Can you teach me how to trade?
No, but before you do anything else, read this: Trading Is A Dark And Scary Forest. This tells you a little about my personal journey and what you can expect as a trader. Then you may want to read this: We Are Treasure Hunters Searching For The Holy Grail Of Automated Trade Strategy to find out about my goal with ATS. And finally, if you’re new to trading, I highly recommend simulated trading for at least a year. Conduct your own forward test with ATS strategies or yours.
I also want to suggest doing a search for the company TopStep online. Review all of their videos on Youtube. Use their Youtube channel as a place to learn. You don’t need to buy anything. Just watch the morning call, review all of their videos and sign up for their blog. I believe they also have a free group class on Wednesdays given by Hoag — don’t take any classes unless they’re with Hoag or Eddie.
Treat your search for a teacher with respect. You are looking for someone that can teach you how to learn more from losing than winning. Expect some hazing. This could be one of the most important decisions of your life if you do it right.
What’s your favorite platform?
NinjaTrader, but I’m open.
What can market physics teach us about trading strategy?
The market is based on auction mechanics. This is why prices aren’t random. To read more about this subject, read the following post:
Which type of futures contracts should I use?
This is up to you. I am struggling with this question too.

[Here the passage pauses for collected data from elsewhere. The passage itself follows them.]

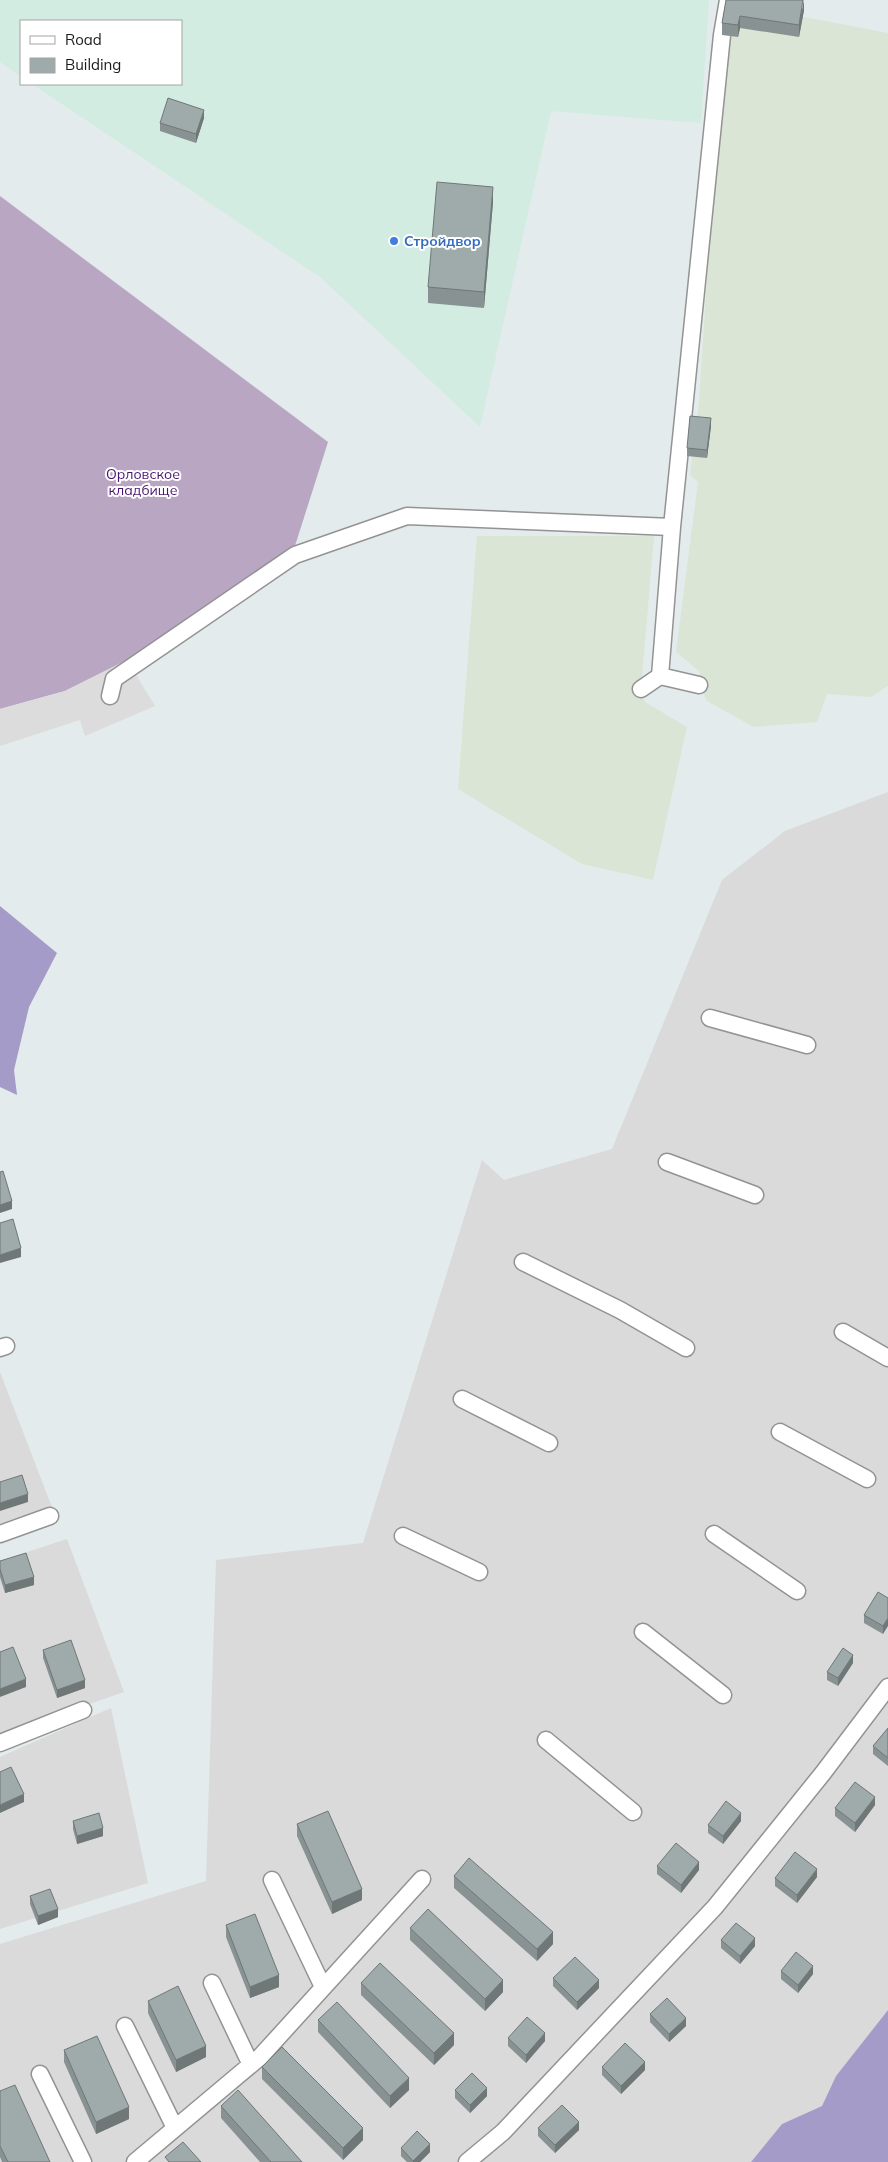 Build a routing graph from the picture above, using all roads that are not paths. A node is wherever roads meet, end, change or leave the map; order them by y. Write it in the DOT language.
graph roads {
  1 [pos="728,0"];
  2 [pos="672,527"];
  3 [pos="660,676"];
  4 [pos="699,685"];
  5 [pos="641,689"];
  6 [pos="110,696"];
  7 [pos="710,1018"];
  8 [pos="807,1045"];
  9 [pos="667,1162"];
  10 [pos="755,1195"];
  11 [pos="523,1262"];
  12 [pos="843,1332"];
  13 [pos="686,1348"];
  14 [pos="888,1358"];
  15 [pos="462,1399"];
  16 [pos="780,1432"];
  17 [pos="548,1443"];
  18 [pos="867,1478"];
  19 [pos="50,1516"];
  20 [pos="0,1534"];
  21 [pos="714,1534"];
  22 [pos="403,1536"];
  23 [pos="479,1572"];
  24 [pos="797,1591"];
  25 [pos="644,1632"];
  26 [pos="888,1687"];
  27 [pos="722,1695"];
  28 [pos="83,1710"];
  29 [pos="546,1740"];
  30 [pos="0,1743"];
  31 [pos="633,1812"];
  32 [pos="422,1879"];
  33 [pos="272,1880"];
  34 [pos="212,1983"];
  35 [pos="324,1987"];
  36 [pos="125,2026"];
  37 [pos="250,2065"];
  38 [pos="40,2074"];
  39 [pos="175,2128"];
  40 [pos="83,2162"];
  41 [pos="135,2162"];
  42 [pos="468,2162"];
  1 -- 2 [label="street"];
  2 -- 3 [label="street"];
  2 -- 6 [label="street"];
  3 -- 4 [label="street"];
  3 -- 5 [label="street"];
  7 -- 8 [label="street"];
  9 -- 10 [label="street"];
  11 -- 13 [label="street"];
  12 -- 14 [label="street"];
  15 -- 17 [label="street"];
  16 -- 18 [label="street"];
  19 -- 20 [label="street"];
  21 -- 24 [label="street"];
  22 -- 23 [label="street"];
  25 -- 27 [label="street"];
  26 -- 42 [label="street"];
  28 -- 30 [label="street"];
  29 -- 31 [label="street"];
  32 -- 35 [label="street"];
  33 -- 35 [label="street"];
  34 -- 37 [label="street"];
  35 -- 37 [label="street"];
  36 -- 39 [label="street"];
  37 -- 39 [label="street"];
  38 -- 40 [label="street"];
  39 -- 41 [label="street"];
} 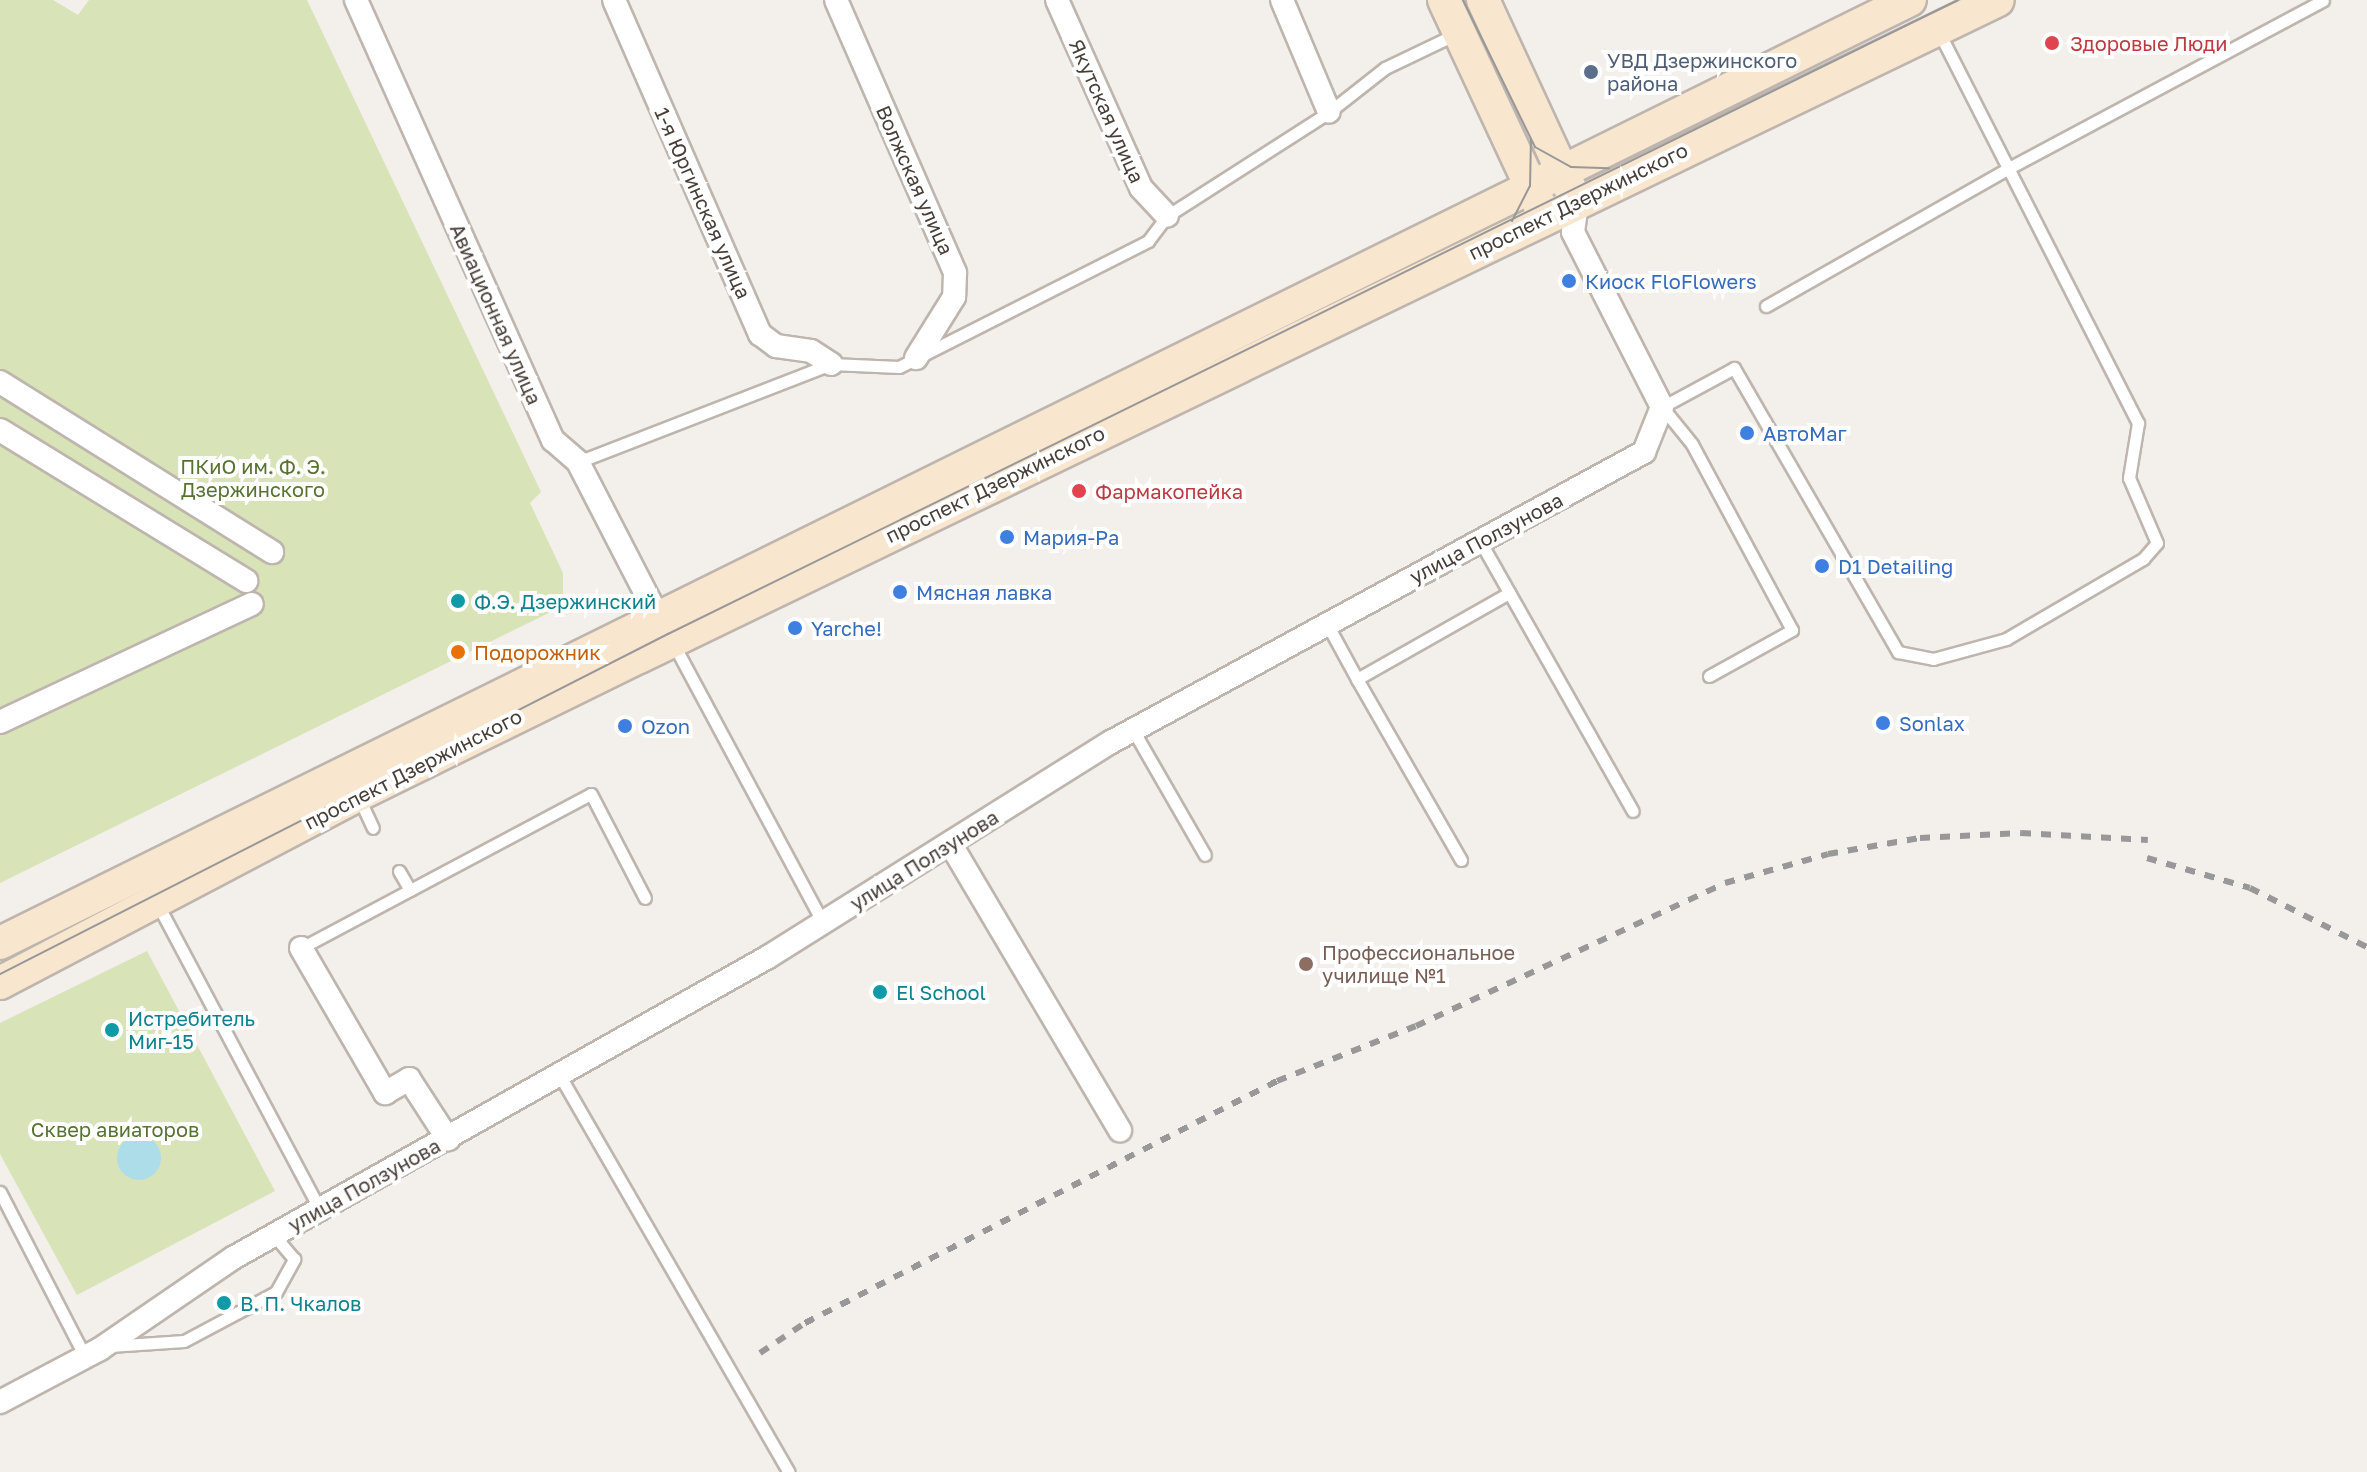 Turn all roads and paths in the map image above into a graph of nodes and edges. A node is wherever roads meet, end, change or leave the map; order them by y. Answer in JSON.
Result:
{"nodes":[{"id":1,"x":356,"y":0,"type":"edge"},
{"id":2,"x":614,"y":0,"type":"edge"},
{"id":3,"x":836,"y":0,"type":"edge"},
{"id":4,"x":1057,"y":0,"type":"edge"},
{"id":5,"x":1282,"y":0,"type":"edge"},
{"id":6,"x":1444,"y":0,"type":"edge"},
{"id":7,"x":1483,"y":0,"type":"edge"},
{"id":8,"x":1910,"y":0,"type":"edge"},
{"id":9,"x":1998,"y":0,"type":"edge"},
{"id":10,"x":2323,"y":0,"type":"edge"},
{"id":11,"x":1937,"y":30,"type":"junction"},
{"id":12,"x":1459,"y":32,"type":"junction"},
{"id":13,"x":1329,"y":112,"type":"junction"},
{"id":14,"x":2007,"y":169,"type":"junction"},
{"id":15,"x":1562,"y":172,"type":"junction"},
{"id":16,"x":1530,"y":186,"type":"junction"},
{"id":17,"x":1167,"y":216,"type":"junction"},
{"id":18,"x":1565,"y":217,"type":"junction"},
{"id":19,"x":1766,"y":306,"type":"dead end"},
{"id":20,"x":916,"y":358,"type":"junction"},
{"id":21,"x":831,"y":364,"type":"junction"},
{"id":22,"x":0,"y":382,"type":"edge"},
{"id":23,"x":1662,"y":407,"type":"junction"},
{"id":24,"x":0,"y":430,"type":"edge"},
{"id":25,"x":578,"y":462,"type":"junction"},
{"id":26,"x":1480,"y":541,"type":"junction"},
{"id":27,"x":272,"y":552,"type":"dead end"},
{"id":28,"x":246,"y":581,"type":"dead end"},
{"id":29,"x":1509,"y":593,"type":"junction"},
{"id":30,"x":252,"y":604,"type":"dead end"},
{"id":31,"x":1327,"y":624,"type":"junction"},
{"id":32,"x":665,"y":628,"type":"junction"},
{"id":33,"x":1709,"y":676,"type":"dead end"},
{"id":34,"x":1357,"y":679,"type":"junction"},
{"id":35,"x":0,"y":722,"type":"edge"},
{"id":36,"x":1133,"y":730,"type":"junction"},
{"id":37,"x":351,"y":783,"type":"junction"},
{"id":38,"x":1633,"y":811,"type":"dead end"},
{"id":39,"x":373,"y":828,"type":"dead end"},
{"id":40,"x":950,"y":843,"type":"junction"},
{"id":41,"x":1205,"y":855,"type":"dead end"},
{"id":42,"x":1461,"y":860,"type":"dead end"},
{"id":43,"x":399,"y":871,"type":"dead end"},
{"id":44,"x":140,"y":873,"type":"junction"},
{"id":45,"x":410,"y":890,"type":"junction"},
{"id":46,"x":645,"y":898,"type":"dead end"},
{"id":47,"x":157,"y":903,"type":"junction"},
{"id":48,"x":823,"y":923,"type":"junction"},
{"id":49,"x":0,"y":943,"type":"edge"},
{"id":50,"x":301,"y":948,"type":"joint"},
{"id":51,"x":0,"y":983,"type":"edge"},
{"id":52,"x":560,"y":1076,"type":"junction"},
{"id":53,"x":1120,"y":1130,"type":"dead end"},
{"id":54,"x":448,"y":1139,"type":"junction"},
{"id":55,"x":0,"y":1192,"type":"edge"},
{"id":56,"x":321,"y":1211,"type":"junction"},
{"id":57,"x":274,"y":1235,"type":"junction"},
{"id":58,"x":92,"y":1353,"type":"junction"},
{"id":59,"x":3,"y":1395,"type":"edge"},
{"id":60,"x":789,"y":1472,"type":"edge"}],
"edges":[{"from":1,"to":25,"type":"street","name":"Авиационная улица"},
{"from":2,"to":21,"type":"street","name":"1-я Юргинская улица"},
{"from":3,"to":20,"type":"street","name":"Волжская улица"},
{"from":4,"to":17,"type":"street","name":"Якутская улица"},
{"from":5,"to":13,"type":"street"},
{"from":6,"to":12,"type":"main road"},
{"from":7,"to":15,"type":"main road"},
{"from":8,"to":15,"type":"main road","name":"проспект Дзержинского"},
{"from":9,"to":11,"type":"main road","name":"проспект Дзержинского"},
{"from":10,"to":14,"type":"lane"},
{"from":11,"to":14,"type":"lane"},
{"from":11,"to":18,"type":"main road","name":"проспект Дзержинского"},
{"from":12,"to":13,"type":"lane"},
{"from":12,"to":16,"type":"main road"},
{"from":13,"to":17,"type":"lane"},
{"from":14,"to":19,"type":"lane"},
{"from":14,"to":23,"type":"lane"},
{"from":15,"to":16,"type":"main road","name":"проспект Дзержинского"},
{"from":15,"to":18,"type":"main road"},
{"from":16,"to":18,"type":"main road"},
{"from":16,"to":32,"type":"main road","name":"проспект Дзержинского"},
{"from":17,"to":20,"type":"lane"},
{"from":18,"to":23,"type":"street"},
{"from":18,"to":32,"type":"main road","name":"проспект Дзержинского"},
{"from":20,"to":21,"type":"lane"},
{"from":21,"to":25,"type":"lane"},
{"from":22,"to":27,"type":"street"},
{"from":23,"to":26,"type":"street","name":"улица Ползунова"},
{"from":23,"to":33,"type":"lane"},
{"from":24,"to":28,"type":"street"},
{"from":25,"to":32,"type":"street","name":"Авиационная улица"},
{"from":26,"to":29,"type":"lane"},
{"from":26,"to":31,"type":"street","name":"улица Ползунова"},
{"from":29,"to":34,"type":"lane"},
{"from":29,"to":38,"type":"lane"},
{"from":30,"to":35,"type":"street"},
{"from":31,"to":34,"type":"lane"},
{"from":31,"to":36,"type":"street","name":"улица Ползунова"},
{"from":32,"to":37,"type":"main road","name":"проспект Дзержинского"},
{"from":32,"to":48,"type":"lane"},
{"from":34,"to":42,"type":"lane"},
{"from":36,"to":40,"type":"street","name":"улица Ползунова"},
{"from":36,"to":41,"type":"lane"},
{"from":37,"to":39,"type":"lane"},
{"from":37,"to":44,"type":"main road","name":"проспект Дзержинского"},
{"from":37,"to":47,"type":"main road","name":"проспект Дзержинского"},
{"from":40,"to":48,"type":"street","name":"улица Ползунова"},
{"from":40,"to":53,"type":"street"},
{"from":43,"to":45,"type":"lane"},
{"from":44,"to":47,"type":"lane"},
{"from":44,"to":49,"type":"main road","name":"проспект Дзержинского"},
{"from":45,"to":46,"type":"lane"},
{"from":45,"to":50,"type":"lane"},
{"from":47,"to":51,"type":"main road","name":"проспект Дзержинского"},
{"from":47,"to":56,"type":"lane"},
{"from":48,"to":52,"type":"street","name":"улица Ползунова"},
{"from":50,"to":54,"type":"street"},
{"from":52,"to":54,"type":"street","name":"улица Ползунова"},
{"from":52,"to":60,"type":"lane"},
{"from":54,"to":56,"type":"street","name":"улица Ползунова"},
{"from":55,"to":58,"type":"lane"},
{"from":56,"to":57,"type":"street","name":"улица Ползунова"},
{"from":57,"to":58,"type":"street","name":"улица Ползунова"},
{"from":57,"to":58,"type":"lane"},
{"from":58,"to":59,"type":"street","name":"улица Ползунова"}]}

For a post on what was found when comparing NQ to RTY read the following:
Is this a good time to start investing due to the market volatility?
It is up to you. I could make an argument either way. It's like telling someone that wants to learn how to surf that they should wait until after the storm. Meanwhile, the best waves come in the middle of a storm.
I will continue to update and reference this post. If you don’t see your question here and haven’t received an answer to your question, please respond to this post or email directly at AutomatedTradingStrategies@protonmail.com.
I'm sorry if I missed something obvious, but I cannot see anywhere I've looked -- including the source code of your strat #1 -- are your strategies applied to a single security, or a pool? Could you please either point me to the description of how the strategies are applied to the asset(s)?
Secondly, while back-testing is a reasonable tool, what I would LOVE to see is how the strategies worked when applied to a validation or -- better -- a test period. While I am relatively new to the data science world, I have come to understand that performance degrades from training to validation to test -- depending on the strength of an algorithm.
Lastly, I think it would be appropriate to report on percentage of gains vs absolute dollar amounts. I don't know what the basis is; so how can I assess the net gain performance?
Thanks in advance.
An article referenced under the question, "What is overfitting and what are you doing about it?," is locked behind a paywall. Does this article, "How Can You Tell If An Automated Trading Strategy Will Perform Well Over Time?," explain how Ninjatrader's Walk Forward optimization method is leveraged in ATS development?
Assuming some type of walk forward analysis is utilized, why compare the backtest results of strategies instead of the combined OOS walk forward series for each strategy?